Obama has indicated that he wants to move America away from ‘dirty, dwindling, and dangerously expensive’ oil, a  move that could possibly influence US investment in Alberta’s oil industry. US mayors have signed a statement questioning the carbon footprint of the tar sands oil production which is expected to expand from 1.3 million barrels a day to 3.5 million over the next decade.  Canada is the largest supplier of oil and gas to the United States.  Fearing a withdrawal of US investment Alberta’s Premier has been making numerous trips to the United States touting Alberta’s “affordable energy” during this period of economic downturn.  In order to protect the industry, Premier Stelmach has asked fellow Conservative, Prime Minister Steven Harper for a seat at any future North American climate change negotiations. 

Meanwhile, the Province of Alberta has set greenhouse gas emissions targets based on intensity of production which will allow overall emissions to continue to rise until 2020.  These targets have drawn harsh criticism from environmental groups for not being in line with climate science which suggests that stronger, absolute emissions reductions are required globally over that time period in order to avoid dangerous climate change impacts.  Alberta’s long term targets for greenhouse gases are 14% reductions from 2005 levels by 2050.  Companies can avoid the intensity-targets by buying credits from other firms or paying $15/tonne into a technology fund, presumably to be used towards investments in the research and development of carbon capture and storage technologies.

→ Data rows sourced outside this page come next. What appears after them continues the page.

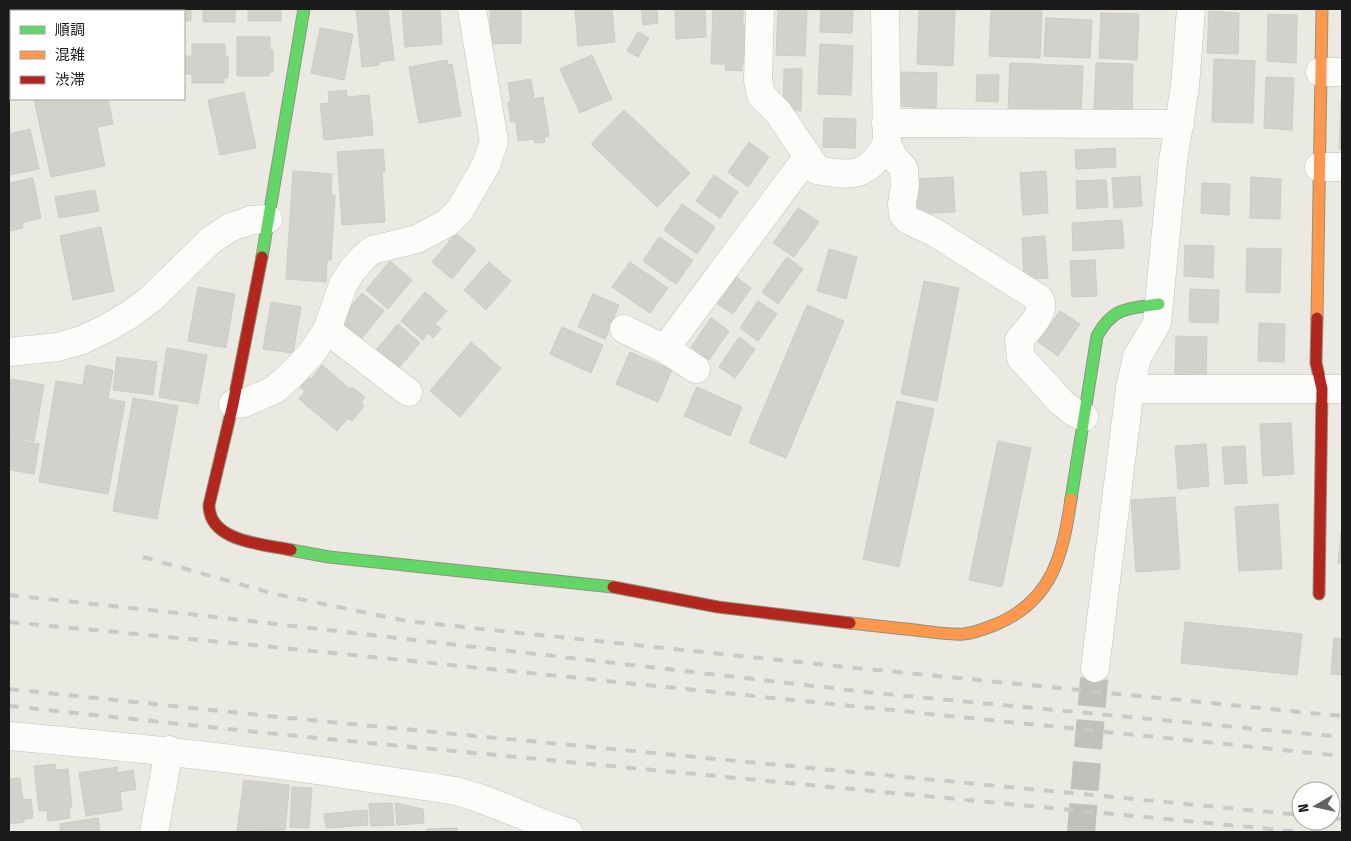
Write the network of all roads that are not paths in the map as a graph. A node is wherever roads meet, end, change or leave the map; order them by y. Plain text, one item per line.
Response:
1 (304, 9) edge
2 (472, 9) edge
3 (760, 9) edge
4 (885, 9) edge
5 (1191, 9) edge
6 (1322, 9) edge
7 (1331, 72) edge
8 (1180, 124) junction
9 (887, 133) junction
10 (808, 156) junction
11 (1330, 167) edge
12 (268, 219) junction
13 (1159, 304) junction
14 (624, 329) dead end
15 (327, 330) junction
16 (665, 349) junction
17 (9, 352) edge
18 (696, 369) dead end
19 (1130, 389) junction
20 (1332, 389) edge
21 (408, 392) dead end
22 (233, 404) junction
23 (1084, 417) junction
24 (1319, 594) dead end
25 (1095, 668) tunnel mouth
26 (9, 736) edge
27 (169, 750) junction
28 (154, 832) edge
29 (568, 832) edge

1 - 12 street
2 - 15 street
3 - 10 street
4 - 9 street
5 - 8 street
6 - 7 street
7 - 11 street
8 - 9 street
8 - 13 street
9 - 10 street
9 - 23 street
10 - 16 street
11 - 20 street
12 - 17 street
12 - 22 street
13 - 19 street
13 - 23 street
14 - 16 street
15 - 21 street
15 - 22 street
16 - 18 street
19 - 20 street
19 - 25 street
20 - 24 street
22 - 23 street
26 - 27 street
27 - 28 street
27 - 29 street

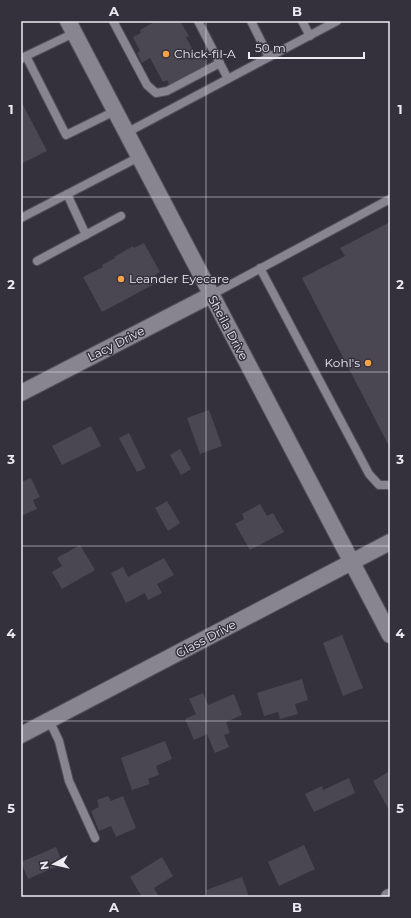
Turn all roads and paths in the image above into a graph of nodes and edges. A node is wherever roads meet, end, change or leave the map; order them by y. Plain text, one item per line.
1 (114, 21) edge
2 (198, 21) edge
3 (251, 21) edge
4 (302, 21) edge
5 (337, 21) edge
6 (71, 27) edge
7 (310, 36) junction
8 (269, 57) junction
9 (24, 58) edge
10 (220, 63) junction
11 (228, 79) junction
12 (114, 111) junction
13 (126, 133) junction
14 (138, 157) junction
15 (66, 194) junction
16 (390, 199) edge
17 (121, 216) dead end
18 (21, 218) edge
19 (86, 235) junction
20 (37, 261) dead end
21 (260, 268) junction
22 (211, 295) junction
23 (21, 393) edge
24 (390, 486) edge
25 (390, 542) edge
26 (351, 562) junction
27 (390, 635) edge
28 (50, 720) junction
29 (21, 735) edge
30 (95, 838) dead end

1 - 10 lane
2 - 10 lane
3 - 8 lane
4 - 7 lane
5 - 7 lane
6 - 9 lane
6 - 12 street, Sheila Drive
7 - 8 lane
8 - 11 lane
9 - 12 lane
10 - 11 lane
11 - 13 lane
12 - 13 street, Sheila Drive
13 - 14 street, Sheila Drive
14 - 15 lane
14 - 22 street, Sheila Drive
15 - 18 lane
15 - 19 lane
16 - 21 lane
17 - 19 lane
19 - 20 lane
21 - 22 lane
21 - 24 lane
22 - 23 street, Lacy Drive
22 - 26 street, Sheila Drive
25 - 26 street, Glass Drive
26 - 27 street, Sheila Drive
26 - 28 street, Glass Drive
28 - 29 street, Glass Drive
28 - 30 lane

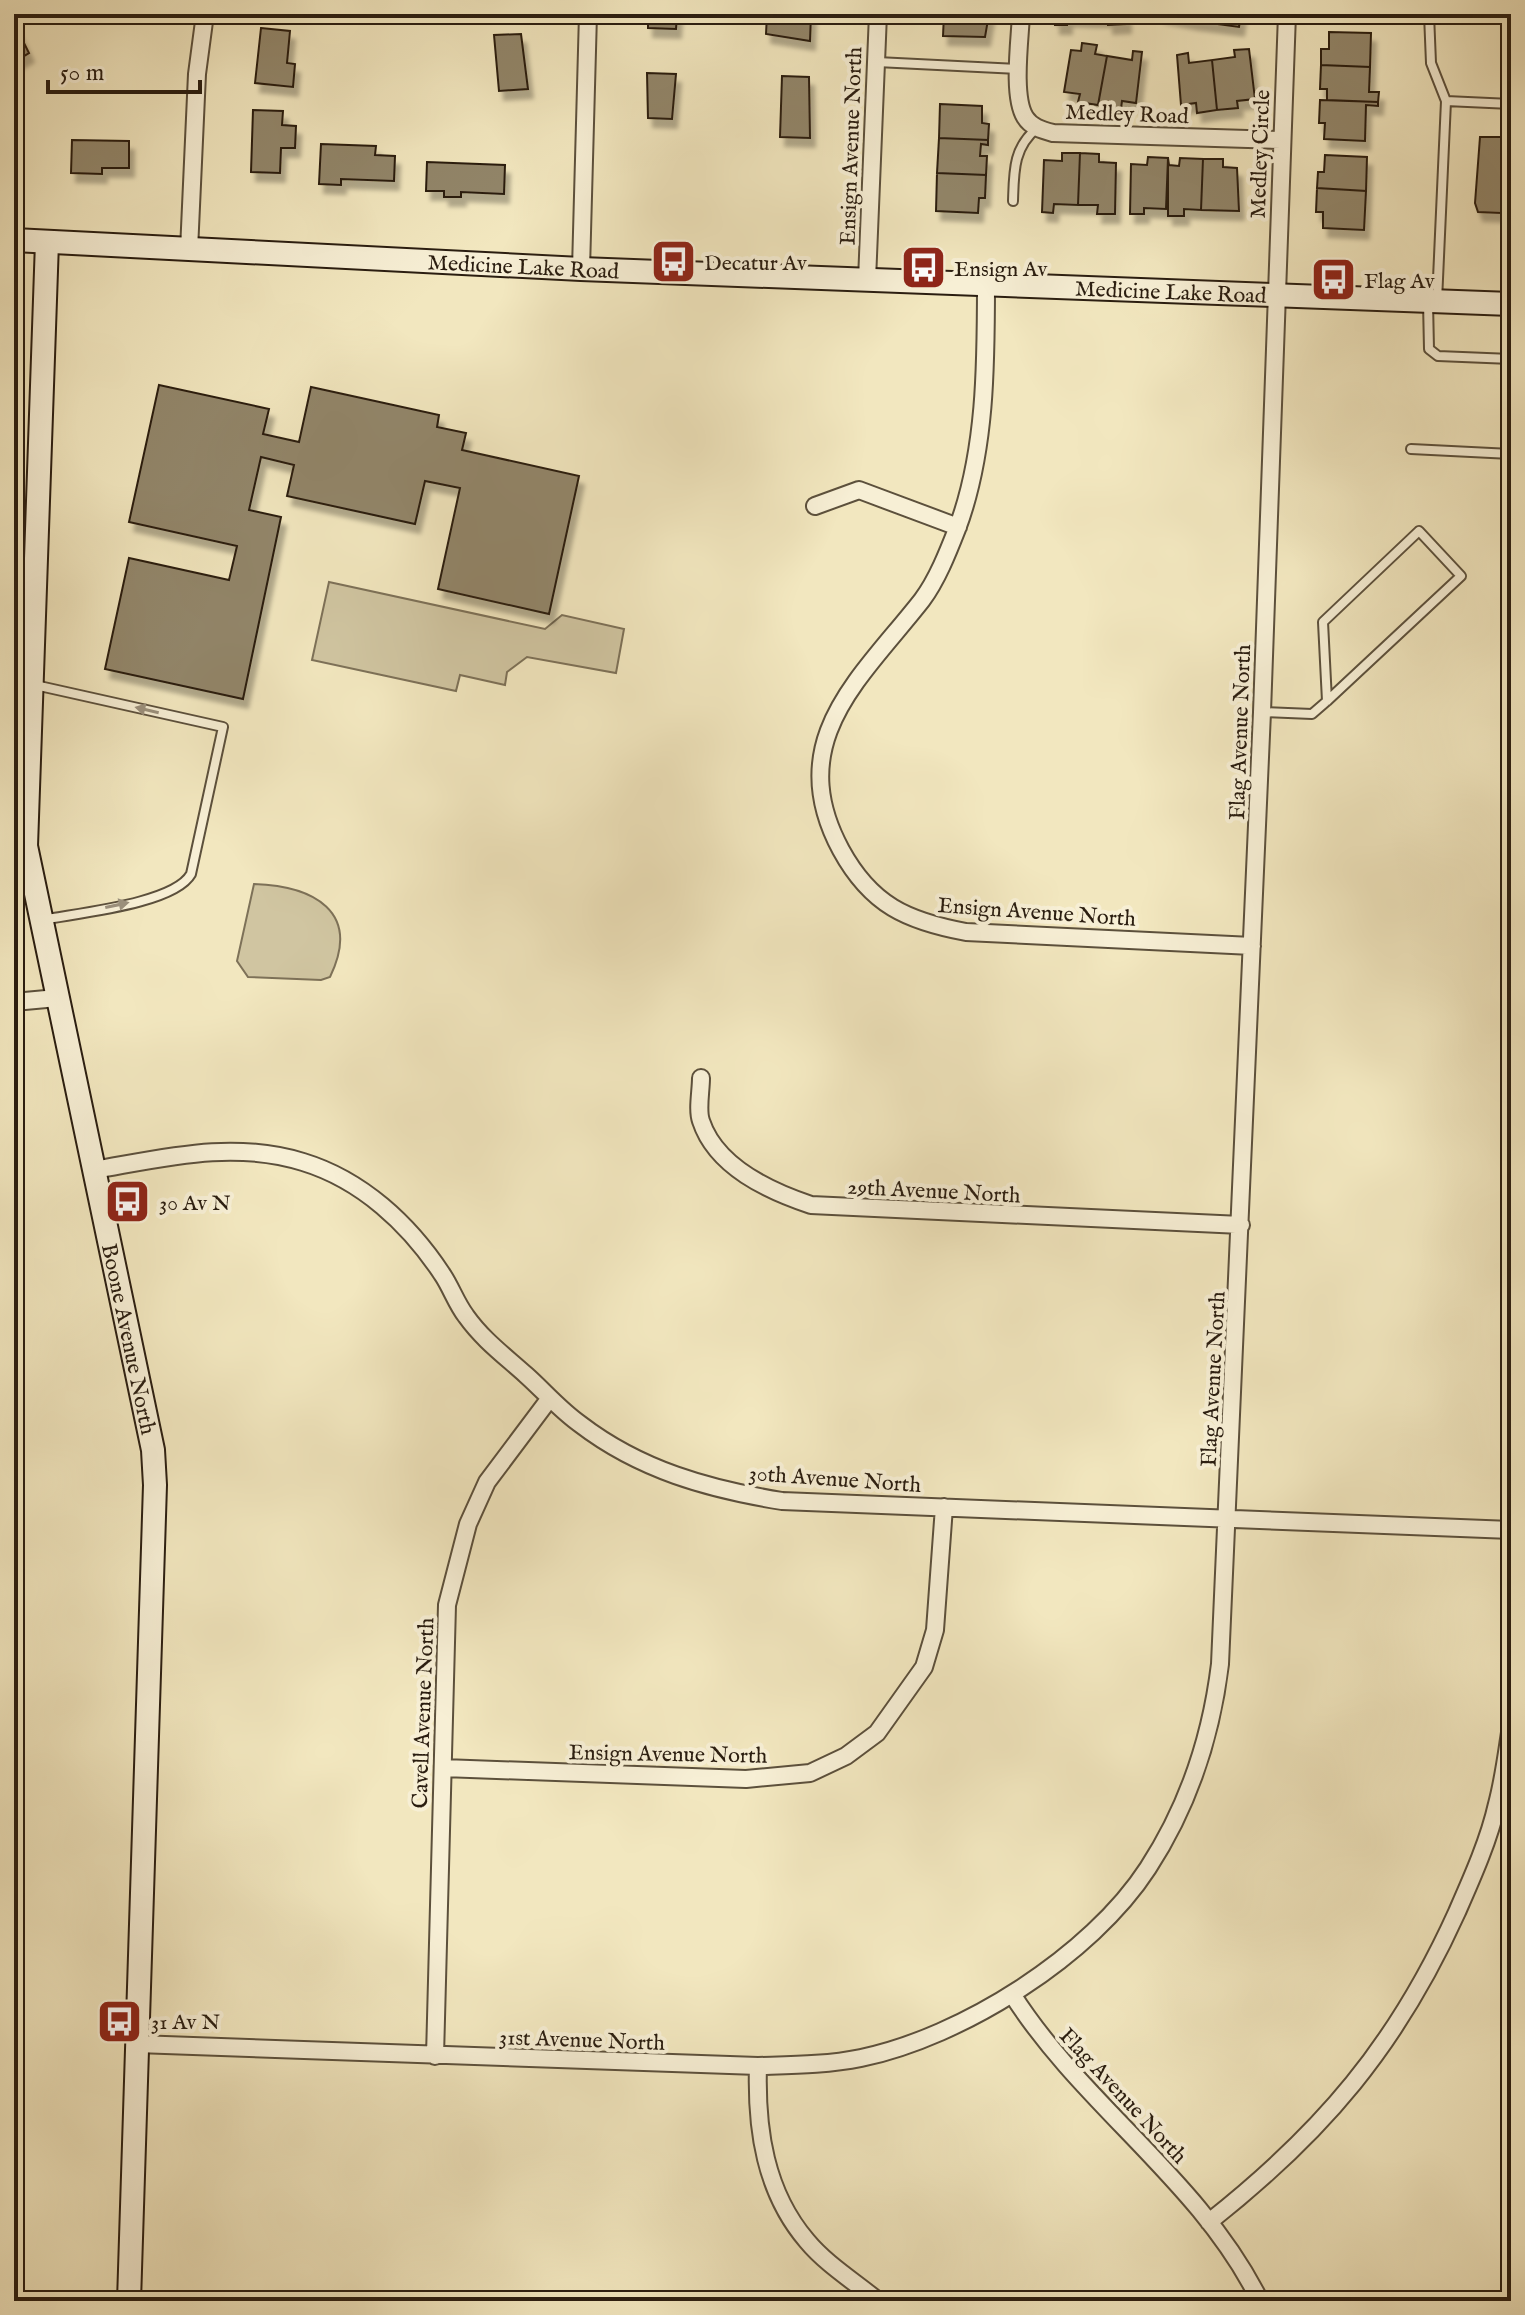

Federal politicians in Canada also appear to be in no hurry to dramatically slow down the pace of development in Alberta’s tar sands – a pace of development so rapid that it calls into question Canada’s ability to reach the proposed emissions targets of Prime Minister Steven Harper’s government (20% cuts by 2020, based on 2006 emissions) which also include intensity-based targets for the oil industry.  The new Canadian Environment Minister Jim Prentice has made it clear that the government will not harm the weakening Canadian economy in order to pursue environmental progress.  The government believes that the environment and economy are polar opposites (not surprising as Mr. Prentice was formerly the minister for industry).

So for the time being it’s business as usual in Canada – but with a minority government that barely survived the fall session of parliament, a new leader of the opposition, and a confidence vote on the budget later in January, political forces are at play which will shape Canada’s climate change and energy policy in 2009.